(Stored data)
>>
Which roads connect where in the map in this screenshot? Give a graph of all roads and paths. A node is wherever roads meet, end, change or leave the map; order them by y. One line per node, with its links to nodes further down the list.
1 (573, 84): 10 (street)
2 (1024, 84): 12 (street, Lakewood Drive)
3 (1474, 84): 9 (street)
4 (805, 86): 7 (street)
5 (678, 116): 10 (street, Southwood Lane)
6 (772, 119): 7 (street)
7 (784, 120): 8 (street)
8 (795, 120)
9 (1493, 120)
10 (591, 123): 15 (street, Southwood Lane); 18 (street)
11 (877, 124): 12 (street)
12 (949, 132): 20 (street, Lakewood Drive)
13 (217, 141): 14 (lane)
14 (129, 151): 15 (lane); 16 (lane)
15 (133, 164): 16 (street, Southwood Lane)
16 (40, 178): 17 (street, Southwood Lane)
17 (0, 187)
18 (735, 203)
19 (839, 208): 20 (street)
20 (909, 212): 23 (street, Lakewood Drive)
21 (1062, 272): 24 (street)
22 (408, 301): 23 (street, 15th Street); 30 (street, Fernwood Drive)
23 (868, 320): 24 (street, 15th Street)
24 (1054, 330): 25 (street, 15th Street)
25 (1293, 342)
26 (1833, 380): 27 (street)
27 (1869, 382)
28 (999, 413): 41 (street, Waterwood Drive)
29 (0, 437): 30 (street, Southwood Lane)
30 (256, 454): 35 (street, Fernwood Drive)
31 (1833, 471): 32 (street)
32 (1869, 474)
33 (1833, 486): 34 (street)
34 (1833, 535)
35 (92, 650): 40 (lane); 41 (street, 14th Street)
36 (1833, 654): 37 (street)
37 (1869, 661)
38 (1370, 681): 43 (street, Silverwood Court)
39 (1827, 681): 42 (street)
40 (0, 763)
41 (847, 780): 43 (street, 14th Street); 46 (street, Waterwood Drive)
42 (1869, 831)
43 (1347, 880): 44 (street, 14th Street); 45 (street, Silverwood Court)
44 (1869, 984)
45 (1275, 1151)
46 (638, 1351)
<<
EXERCISE DIRECTIONS: Please return the data above exactly as given.

ANSWER TO THE PROBLEM:
Which roads connect where in the map in this screenshot? Give a graph of all roads and paths. A node is wherever roads meet, end, change or leave the map; order them by y. One line per node, with its links to nodes further down the list.
1 (573, 84): 10 (street)
2 (1024, 84): 12 (street, Lakewood Drive)
3 (1474, 84): 9 (street)
4 (805, 86): 7 (street)
5 (678, 116): 10 (street, Southwood Lane)
6 (772, 119): 7 (street)
7 (784, 120): 8 (street)
8 (795, 120)
9 (1493, 120)
10 (591, 123): 15 (street, Southwood Lane); 18 (street)
11 (877, 124): 12 (street)
12 (949, 132): 20 (street, Lakewood Drive)
13 (217, 141): 14 (lane)
14 (129, 151): 15 (lane); 16 (lane)
15 (133, 164): 16 (street, Southwood Lane)
16 (40, 178): 17 (street, Southwood Lane)
17 (0, 187)
18 (735, 203)
19 (839, 208): 20 (street)
20 (909, 212): 23 (street, Lakewood Drive)
21 (1062, 272): 24 (street)
22 (408, 301): 23 (street, 15th Street); 30 (street, Fernwood Drive)
23 (868, 320): 24 (street, 15th Street)
24 (1054, 330): 25 (street, 15th Street)
25 (1293, 342)
26 (1833, 380): 27 (street)
27 (1869, 382)
28 (999, 413): 41 (street, Waterwood Drive)
29 (0, 437): 30 (street, Southwood Lane)
30 (256, 454): 35 (street, Fernwood Drive)
31 (1833, 471): 32 (street)
32 (1869, 474)
33 (1833, 486): 34 (street)
34 (1833, 535)
35 (92, 650): 40 (lane); 41 (street, 14th Street)
36 (1833, 654): 37 (street)
37 (1869, 661)
38 (1370, 681): 43 (street, Silverwood Court)
39 (1827, 681): 42 (street)
40 (0, 763)
41 (847, 780): 43 (street, 14th Street); 46 (street, Waterwood Drive)
42 (1869, 831)
43 (1347, 880): 44 (street, 14th Street); 45 (street, Silverwood Court)
44 (1869, 984)
45 (1275, 1151)
46 (638, 1351)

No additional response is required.